Cancer colorectal : pourquoi il est vital de le dépister à temps

, par  Isabelle Coston

La campagne de sensibilisation au dépistage du cancer colorectal, « Mars bleu », qui, comme son nom l’indique, se déroulera tout au long du mois de mars, est l’occasion pour les autorités sanitaires de rappeler que lorsque la maladie est détectée et traitée précocement, le taux de guérison est de 90 %.

Le cancer colorectal, qui entraîne 18 000 décès chaque année en France, est le deuxième cancer le plus meurtrier après celui du poumon chez l’homme et le troisième chez la femme après celui du sein et du poumon, constatent Santé publique France et l’Institut national du cancer (Inca) lors du lancement de Mars bleu, la campagne de sensibilisation au dépistage, relayée à partir du 12 mars dans les médias par la diffusion d’un spot TV. L’Institut insiste sur l’intérêt du dépistage précoce en rappelant que ce cancer évolue lentement et que plus il est détecté tôt, plus les chances de guérison sont élevées. Son message est d’ailleurs on ne peut plus clair : « Le dépister à temps peut vous sauver la vie. »

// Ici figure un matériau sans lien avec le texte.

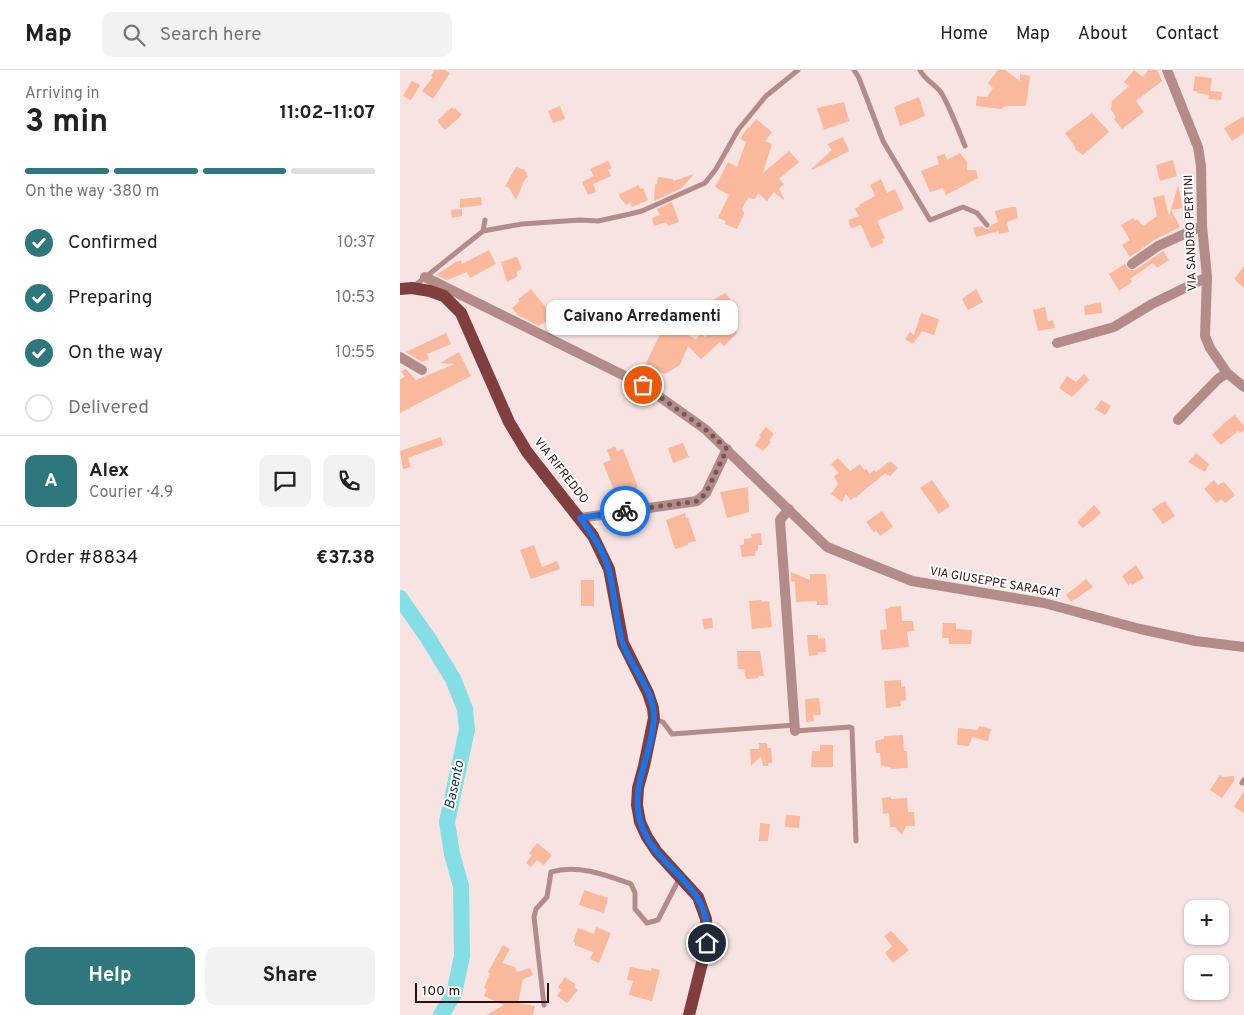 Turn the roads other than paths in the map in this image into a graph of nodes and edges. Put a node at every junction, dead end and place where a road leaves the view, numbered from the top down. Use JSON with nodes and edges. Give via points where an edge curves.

Les chiffres sont éloquents

D’après les données publiées par l’Inca, 43 000 cas de cancers du côlon et du rectum sont diagnostiqués par an et près de 18 000 décès sont à déplorer chaque année. Une personne sur trente sera touchée par un cancer colorectal au cours de sa vie, 55 % seront des hommes et 45 % des femmes. « Lorsqu’un cancer colorectal est détecté à un stade précoce, c’est-à-dire qu’il est relativement petit et ne s’est pas propagé loin de son point d’origine, la survie à cinq ans dépasse 90 % et les traitements utilisés sont moins lourds, permettant une meilleure qualité de vie », souligne l’Inca. En revanche, les chances de survie tombent à 70 % lorsque la maladie a atteint les ganglions proches du côlon et à 13 % lorsqu’elle s’est propagée à d’autres organes. Or, selon l’enquête « Vivre avec un cancer colorectal », menée par l’association France Côlon, plus d’un tiers des patients (34 %), malgré l’apparition de symptômes spécifiques à ce cancer (principalement sang dans les selles et fatigue), a attendu plus de six mois avant de consulter. « Par cette enquête, l’association France Côlon souhaite également interpeller les pouvoirs publics sur l’importance de sensibiliser davantage le grand public aux symptômes du cancer colorectal pour favoriser le diagnostic précoce […] et améliorer la formation des pharmaciens d’officine aux différents aspects de ce cancer », indique Jean-Louis Bertou, président de l’association.

Un test de dépistage à domicile

Le cancer colorectal se développe à l’intérieur du côlon ou du rectum à partir de polypes. Il évolue lentement, parfois presque sans symptômes. Mais il peut aussi se traduire par une constipation ou une diarrhée persistantes, des douleurs abdominales ou des troubles digestifs inhabituels, ainsi que par la présence de sang dans les selles. Étant donné que 95 % des personnes atteintes ont plus de 50 ans, les autorités préconisent depuis plusieurs années aux personnes âgées de 50 à 74 ans un test de dépistage à domicile. Un courrier d’invitation à consulter son médecin traitant pour qu’il leur remette gratuitement le test de dépistage est ainsi envoyé tous les deux ans aux personnes concernées. Ce test permet notamment de repérer des polypes et de les retirer avant qu’ils n’évoluent en cancer. Efficace et facile à utiliser, il nécessite de faire soi-même un prélèvement de ses selles et de l’envoyer par courrier à un laboratoire d’analyses. Si l’échantillon révèle la présence de traces de sang (4,5 % des cas), un examen supplémentaire par coloscopie sera alors prescrit pour préciser le diagnostic.